[R] lsqlin in R package pracma

Wang, Xue, Ph.D. Wang.Xue at mayo.edu
Thu Aug 27 23:12:29 CEST 2015


Hi Richard,

It is good to know that solve.QP could solve quadratic programming problem. The difficulty here is that the objective function might not be in quadratic form. It is not in the form of t(X)QX, where Q is an n by n symmetric matrix.

Thanks,

Xue 

 

-----Original Message-----
From: R-help [mailto:r-help-bounces at r-project.org] On Behalf Of Raubertas, Richard
Sent: Thursday, August 27, 2015 12:07 PM
To: Hans W Borchers; r-help at stat.math.ethz.ch
Subject: Re: [R] lsqlin in R package pracma

Is it really that complicated?  This looks like an ordinary quadratic programming problem, and 'solve.QP' from the 'quadprog' package seems to solve it without user-specified starting values:

library(quadprog)
Dmat <- t(C) %*% C
dvec <- (t(C) %*% d)
Amat <- -1 * t(A)
bvec <- -1 * b

rslt <- solve.QP(Dmat, dvec, Amat, bvec) sum((C %*% rslt$solution - d)^2)

[1] 0.01758538

Richard Raubertas
Merck & Co.

-----Original Message-----
From: R-help [mailto:r-help-bounces at r-project.org] On Behalf Of Hans W Borchers
Sent: Wednesday, August 26, 2015 6:22 AM
To: r-help at stat.math.ethz.ch
Subject: Re: [R] lsqlin in R package pracma

On Mon Aug 24 Wang, Xue, Ph.D. Wang.Xue at mayo.edu wrote
> I am looking for a R version of Matlab function lsqlin. I came across 
> R pracma package which has a lsqlin function. Compared with Matlab 
> lsqlin, the R version does not allow inequality constraints.
> I am wondering if this functionality will be available in future. And 
> also like to get your opinion on which R package/function is the best 
> for
solving
> least square minimization problem with linear inequality constraints.
> Thanks very much for your time and attention!


Solving (linear) least-squares problems with linear inequality constraints is more difficult then one would expect.

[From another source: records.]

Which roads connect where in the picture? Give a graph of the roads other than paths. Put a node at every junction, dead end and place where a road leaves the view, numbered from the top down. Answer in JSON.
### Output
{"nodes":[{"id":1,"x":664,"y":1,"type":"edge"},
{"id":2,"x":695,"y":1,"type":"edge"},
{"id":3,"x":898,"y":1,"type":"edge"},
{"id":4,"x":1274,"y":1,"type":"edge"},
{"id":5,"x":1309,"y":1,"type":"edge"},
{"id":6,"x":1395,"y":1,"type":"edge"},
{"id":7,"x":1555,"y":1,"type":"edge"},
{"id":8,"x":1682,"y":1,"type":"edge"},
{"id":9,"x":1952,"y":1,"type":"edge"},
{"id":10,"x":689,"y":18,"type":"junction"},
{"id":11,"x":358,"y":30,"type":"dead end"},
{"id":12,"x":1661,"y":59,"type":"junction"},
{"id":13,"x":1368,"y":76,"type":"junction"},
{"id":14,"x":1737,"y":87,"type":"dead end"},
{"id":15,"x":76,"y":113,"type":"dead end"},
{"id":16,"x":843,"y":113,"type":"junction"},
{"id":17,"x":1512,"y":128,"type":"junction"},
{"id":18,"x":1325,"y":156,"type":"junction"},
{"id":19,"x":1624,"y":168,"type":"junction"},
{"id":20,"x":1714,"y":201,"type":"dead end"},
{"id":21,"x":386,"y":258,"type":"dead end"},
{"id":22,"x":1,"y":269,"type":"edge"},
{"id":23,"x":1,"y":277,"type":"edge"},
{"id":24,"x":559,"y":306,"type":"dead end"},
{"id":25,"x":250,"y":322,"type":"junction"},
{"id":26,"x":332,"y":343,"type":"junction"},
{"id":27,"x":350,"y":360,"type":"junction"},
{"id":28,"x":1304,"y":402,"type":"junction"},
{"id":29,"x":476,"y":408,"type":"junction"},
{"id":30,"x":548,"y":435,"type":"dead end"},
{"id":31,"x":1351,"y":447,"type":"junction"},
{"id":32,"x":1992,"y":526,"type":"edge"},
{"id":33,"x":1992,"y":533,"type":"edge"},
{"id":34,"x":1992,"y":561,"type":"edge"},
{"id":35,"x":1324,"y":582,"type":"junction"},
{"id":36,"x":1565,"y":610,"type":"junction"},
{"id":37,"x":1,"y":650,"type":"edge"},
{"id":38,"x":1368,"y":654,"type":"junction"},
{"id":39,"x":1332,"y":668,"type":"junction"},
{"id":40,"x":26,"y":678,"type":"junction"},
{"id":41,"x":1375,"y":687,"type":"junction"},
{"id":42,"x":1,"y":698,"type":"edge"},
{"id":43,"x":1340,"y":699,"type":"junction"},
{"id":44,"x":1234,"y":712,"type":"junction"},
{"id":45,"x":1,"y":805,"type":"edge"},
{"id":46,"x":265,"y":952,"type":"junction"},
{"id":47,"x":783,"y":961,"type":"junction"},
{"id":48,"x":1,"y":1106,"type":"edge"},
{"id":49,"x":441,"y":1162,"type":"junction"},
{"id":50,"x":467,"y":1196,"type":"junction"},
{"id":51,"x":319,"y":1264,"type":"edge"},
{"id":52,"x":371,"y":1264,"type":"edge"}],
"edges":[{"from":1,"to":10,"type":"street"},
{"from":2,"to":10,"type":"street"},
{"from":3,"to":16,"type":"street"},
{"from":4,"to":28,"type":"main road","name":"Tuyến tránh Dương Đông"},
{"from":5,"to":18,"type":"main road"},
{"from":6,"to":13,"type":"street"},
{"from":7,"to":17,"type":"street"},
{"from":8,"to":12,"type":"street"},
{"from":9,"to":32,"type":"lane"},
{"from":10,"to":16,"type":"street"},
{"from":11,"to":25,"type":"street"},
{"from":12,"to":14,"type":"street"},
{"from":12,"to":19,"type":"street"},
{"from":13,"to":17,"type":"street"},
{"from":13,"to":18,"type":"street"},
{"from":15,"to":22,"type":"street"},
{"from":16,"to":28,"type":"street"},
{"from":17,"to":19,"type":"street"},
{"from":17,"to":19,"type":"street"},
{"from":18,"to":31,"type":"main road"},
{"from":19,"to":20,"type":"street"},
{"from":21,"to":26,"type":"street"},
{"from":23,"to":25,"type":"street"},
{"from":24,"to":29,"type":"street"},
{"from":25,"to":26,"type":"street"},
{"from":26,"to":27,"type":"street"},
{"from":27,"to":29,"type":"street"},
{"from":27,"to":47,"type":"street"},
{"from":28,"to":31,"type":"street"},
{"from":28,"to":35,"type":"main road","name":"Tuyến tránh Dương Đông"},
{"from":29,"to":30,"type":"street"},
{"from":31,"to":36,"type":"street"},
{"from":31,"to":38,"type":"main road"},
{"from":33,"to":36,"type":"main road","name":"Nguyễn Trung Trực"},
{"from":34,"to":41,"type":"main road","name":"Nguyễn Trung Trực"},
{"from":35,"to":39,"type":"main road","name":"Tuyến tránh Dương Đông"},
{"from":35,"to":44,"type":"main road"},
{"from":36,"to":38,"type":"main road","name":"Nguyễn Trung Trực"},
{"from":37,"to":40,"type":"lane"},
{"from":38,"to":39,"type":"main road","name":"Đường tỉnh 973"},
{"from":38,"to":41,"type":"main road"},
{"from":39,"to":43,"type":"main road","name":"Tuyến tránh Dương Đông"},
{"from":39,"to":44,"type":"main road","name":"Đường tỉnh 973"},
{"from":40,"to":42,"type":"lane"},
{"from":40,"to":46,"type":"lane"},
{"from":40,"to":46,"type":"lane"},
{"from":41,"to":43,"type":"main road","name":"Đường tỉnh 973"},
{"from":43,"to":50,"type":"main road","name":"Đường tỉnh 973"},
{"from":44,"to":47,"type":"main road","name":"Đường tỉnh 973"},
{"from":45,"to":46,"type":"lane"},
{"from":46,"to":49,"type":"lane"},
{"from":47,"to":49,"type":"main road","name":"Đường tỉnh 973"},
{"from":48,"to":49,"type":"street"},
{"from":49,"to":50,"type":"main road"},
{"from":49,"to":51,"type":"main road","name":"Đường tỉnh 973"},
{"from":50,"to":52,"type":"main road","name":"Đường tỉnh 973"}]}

Inspecting the MATLAB code reveals that it employs advanced methods such as active-set (linear inequality
constraints) and interior-point (for bounds constraints).

Function nlsLM() in package *minpack.lm* supports bound constraints if that is sufficient for you. The same is true for *nlmrt*. Convex optimization might be a promising approach for linear inequality constraints, but there is no easy-to-handle convex solver in R at this moment.

So the most straightforward way would be to use constrOptim(), that is optim with linear constraints. It requires a reasonable starting point, and keeping your fingers crossed that you are able to find such a point in the interior of the feasible region.

I someone wants to try: Here is the example from the MATLAB "lsqlin" page:

    C <- matrix(c(
        0.9501,   0.7620,   0.6153,   0.4057,
        0.2311,   0.4564,   0.7919,   0.9354,
        0.6068,   0.0185,   0.9218,   0.9169,
        0.4859,   0.8214,   0.7382,   0.4102,
        0.8912,   0.4447,   0.1762,   0.8936), 5, 4, byrow=TRUE)
    d <- c(0.0578, 0.3528, 0.8131, 0.0098, 0.1388)
    A <- matrix(c(
        0.2027,   0.2721,   0.7467,   0.4659,
        0.1987,   0.1988,   0.4450,   0.4186,
        0.6037,   0.0152,   0.9318,   0.8462), 3, 4, byrow=TRUE)
    b <- c(0.5251, 0.2026, 0.6721)

The least-square function to be minimized is  ||C x - d||_2 , and the constraints are  A x <= b :

    f <- function(x) sum((C %*% x - d)^2)

The solution x0 returned by MATLAB has a minimum of  f(x0) = 0.01759204 .
This point does not lie in the interior and cannot be used for a start.